## Input records
##########

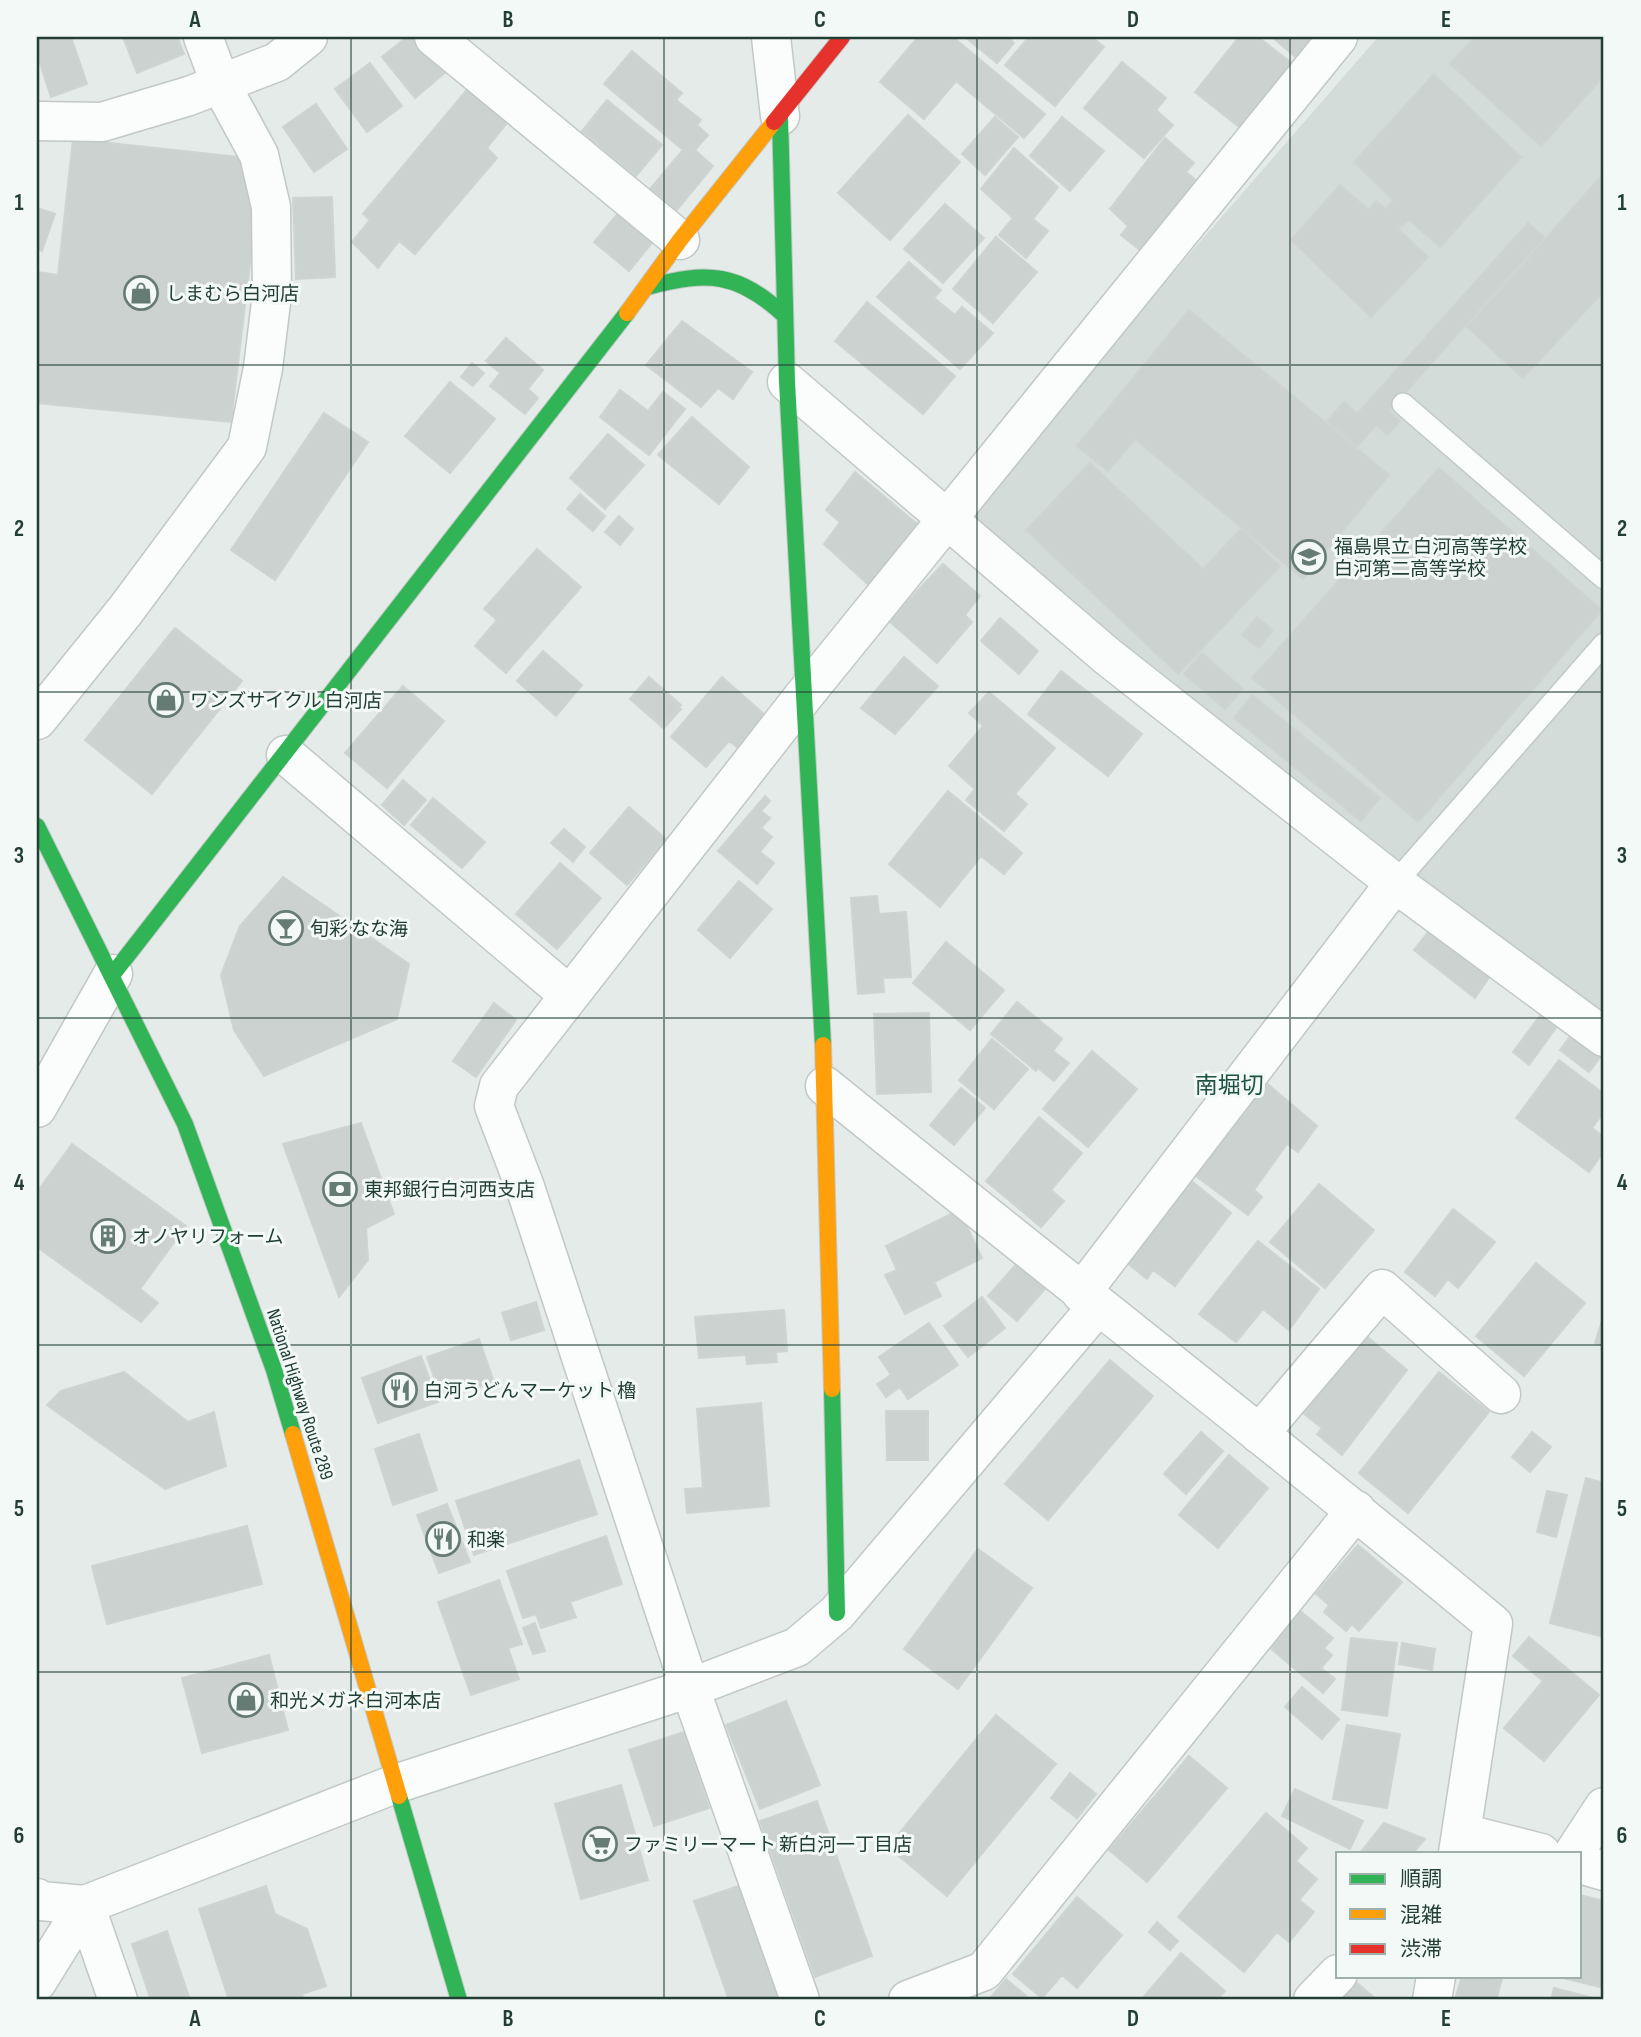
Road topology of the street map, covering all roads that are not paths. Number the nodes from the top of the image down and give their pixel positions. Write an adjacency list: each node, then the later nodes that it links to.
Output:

##########

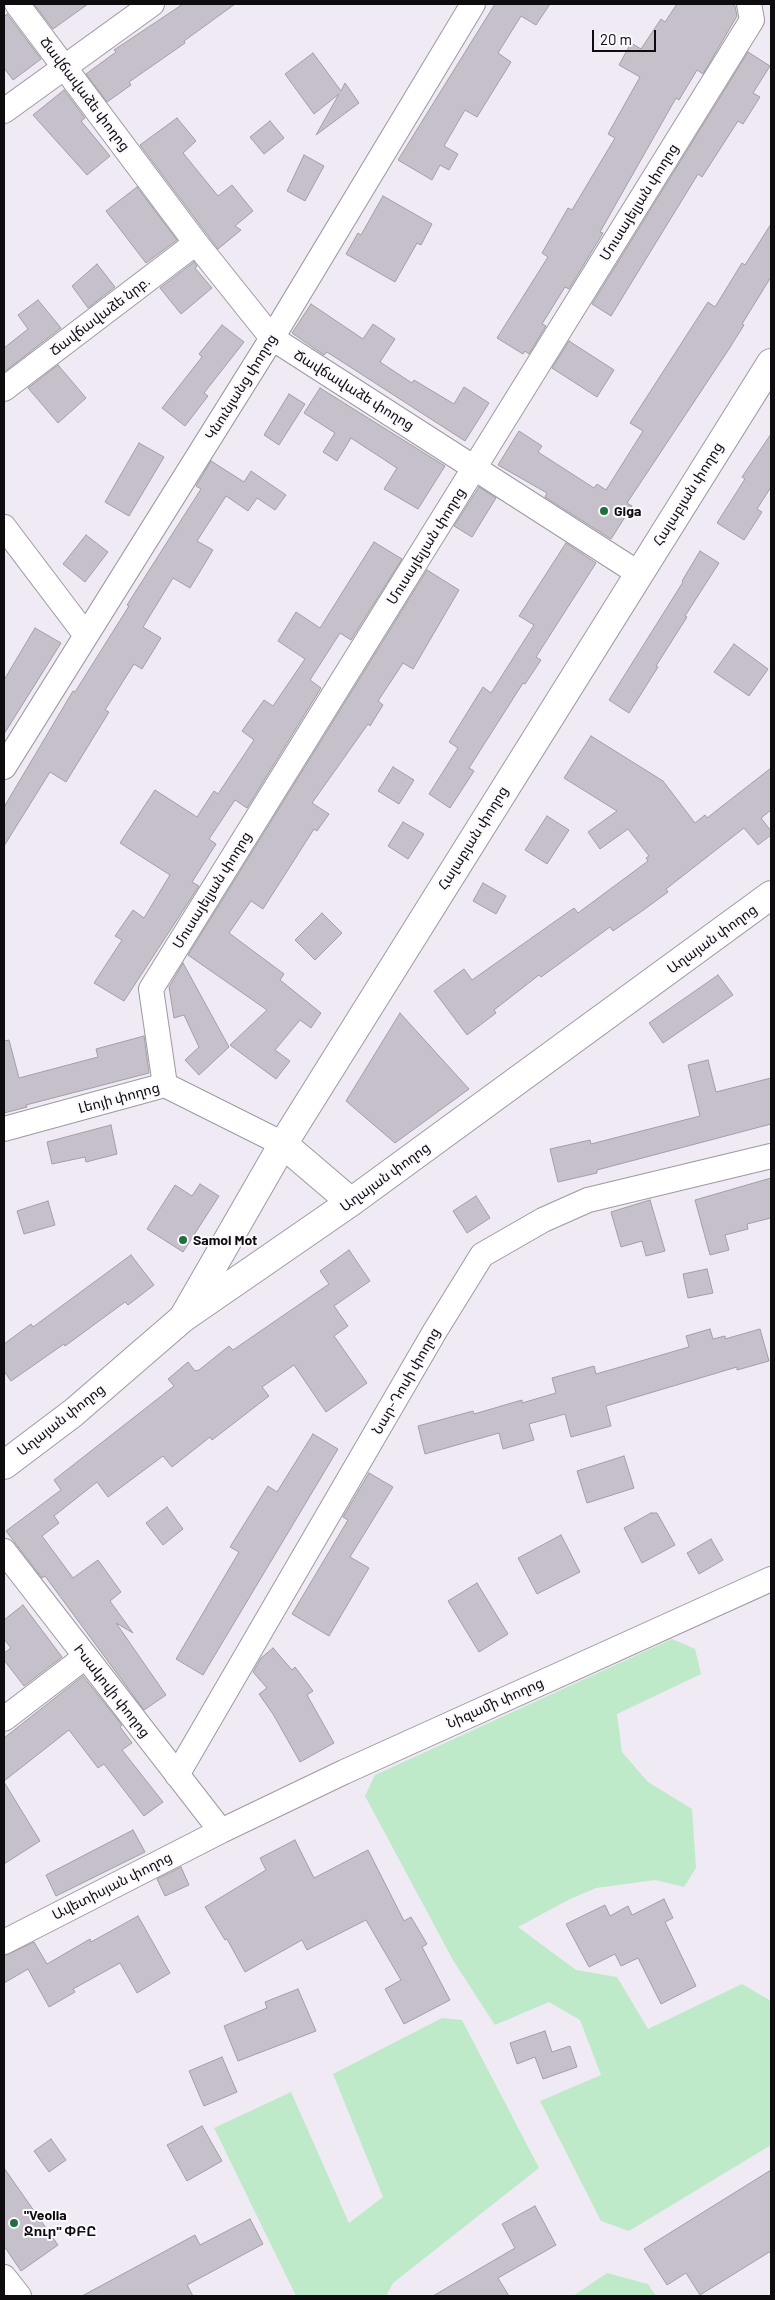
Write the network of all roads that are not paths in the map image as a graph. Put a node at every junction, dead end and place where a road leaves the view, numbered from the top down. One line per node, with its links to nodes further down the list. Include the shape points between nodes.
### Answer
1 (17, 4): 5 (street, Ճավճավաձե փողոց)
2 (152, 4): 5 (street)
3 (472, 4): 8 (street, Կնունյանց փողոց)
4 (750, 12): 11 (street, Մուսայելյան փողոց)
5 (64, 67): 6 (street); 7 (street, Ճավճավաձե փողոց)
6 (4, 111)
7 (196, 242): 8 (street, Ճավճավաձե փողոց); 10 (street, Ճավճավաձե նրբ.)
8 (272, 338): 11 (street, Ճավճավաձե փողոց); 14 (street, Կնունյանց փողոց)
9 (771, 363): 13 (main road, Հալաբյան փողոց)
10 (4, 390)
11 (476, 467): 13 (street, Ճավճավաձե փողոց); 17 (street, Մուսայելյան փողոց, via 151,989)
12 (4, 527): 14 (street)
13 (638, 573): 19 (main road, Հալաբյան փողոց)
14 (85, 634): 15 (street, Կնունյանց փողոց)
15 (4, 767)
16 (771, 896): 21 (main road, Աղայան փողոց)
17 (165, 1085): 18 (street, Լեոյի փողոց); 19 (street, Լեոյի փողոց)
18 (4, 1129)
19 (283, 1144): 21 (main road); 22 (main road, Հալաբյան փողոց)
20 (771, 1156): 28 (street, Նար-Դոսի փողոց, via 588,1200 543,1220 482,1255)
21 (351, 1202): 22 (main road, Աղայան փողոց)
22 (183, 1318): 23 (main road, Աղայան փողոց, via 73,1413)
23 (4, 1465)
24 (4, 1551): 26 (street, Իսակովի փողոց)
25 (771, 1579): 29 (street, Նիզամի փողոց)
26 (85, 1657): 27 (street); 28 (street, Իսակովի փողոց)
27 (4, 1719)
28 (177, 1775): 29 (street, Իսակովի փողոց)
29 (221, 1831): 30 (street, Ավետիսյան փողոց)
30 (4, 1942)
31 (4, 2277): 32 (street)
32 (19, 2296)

##########

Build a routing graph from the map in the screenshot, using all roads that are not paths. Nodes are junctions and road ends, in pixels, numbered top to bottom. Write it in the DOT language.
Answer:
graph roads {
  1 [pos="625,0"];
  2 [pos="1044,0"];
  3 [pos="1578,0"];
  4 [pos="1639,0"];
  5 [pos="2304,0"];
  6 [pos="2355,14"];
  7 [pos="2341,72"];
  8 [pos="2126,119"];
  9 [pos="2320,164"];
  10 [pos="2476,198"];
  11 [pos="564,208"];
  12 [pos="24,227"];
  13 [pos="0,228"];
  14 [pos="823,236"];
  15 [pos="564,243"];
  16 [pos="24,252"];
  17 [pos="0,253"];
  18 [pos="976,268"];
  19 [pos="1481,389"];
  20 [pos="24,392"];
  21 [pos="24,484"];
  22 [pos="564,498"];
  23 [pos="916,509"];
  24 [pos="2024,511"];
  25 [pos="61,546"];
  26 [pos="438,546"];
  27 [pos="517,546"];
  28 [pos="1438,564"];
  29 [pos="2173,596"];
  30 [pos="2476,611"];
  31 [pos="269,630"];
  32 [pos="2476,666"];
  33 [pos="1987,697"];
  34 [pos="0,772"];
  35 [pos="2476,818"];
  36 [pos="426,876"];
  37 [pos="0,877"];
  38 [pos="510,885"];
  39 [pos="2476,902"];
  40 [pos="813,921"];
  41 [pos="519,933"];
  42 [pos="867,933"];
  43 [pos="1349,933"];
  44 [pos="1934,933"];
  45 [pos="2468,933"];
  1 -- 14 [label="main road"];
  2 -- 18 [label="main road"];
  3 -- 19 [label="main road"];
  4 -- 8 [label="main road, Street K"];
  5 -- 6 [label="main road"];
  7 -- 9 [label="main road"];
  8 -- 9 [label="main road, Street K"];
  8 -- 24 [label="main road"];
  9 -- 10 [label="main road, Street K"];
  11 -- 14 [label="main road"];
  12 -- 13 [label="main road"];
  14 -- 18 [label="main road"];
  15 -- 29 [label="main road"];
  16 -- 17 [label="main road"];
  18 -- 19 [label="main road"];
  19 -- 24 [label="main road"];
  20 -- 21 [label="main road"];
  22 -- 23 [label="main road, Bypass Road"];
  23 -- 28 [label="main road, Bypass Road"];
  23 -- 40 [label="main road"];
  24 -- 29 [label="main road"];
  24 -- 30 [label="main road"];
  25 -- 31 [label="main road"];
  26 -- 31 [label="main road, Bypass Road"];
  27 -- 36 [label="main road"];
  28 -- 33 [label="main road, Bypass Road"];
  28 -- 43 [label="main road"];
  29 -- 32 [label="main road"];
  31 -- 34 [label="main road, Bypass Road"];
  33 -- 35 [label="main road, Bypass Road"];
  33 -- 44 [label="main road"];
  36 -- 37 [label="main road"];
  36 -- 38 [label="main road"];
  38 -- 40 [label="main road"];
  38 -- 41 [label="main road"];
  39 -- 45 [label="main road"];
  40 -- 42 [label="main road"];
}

##########

## Work item
Look through the entries above, and wherever a line holds the string "Write", copy it.

## Exercise answer
Road topology of the street map, covering all roads that are not paths. Number the nodes from the top of the image down and give their pixel positions. Write an adjacency list: each node, then the later nodes that it links to.
Write the network of all roads that are not paths in the map image as a graph. Put a node at every junction, dead end and place where a road leaves the view, numbered from the top down. One line per node, with its links to nodes further down the list. Include the shape points between nodes.
Build a routing graph from the map in the screenshot, using all roads that are not paths. Nodes are junctions and road ends, in pixels, numbered top to bottom. Write it in the DOT language.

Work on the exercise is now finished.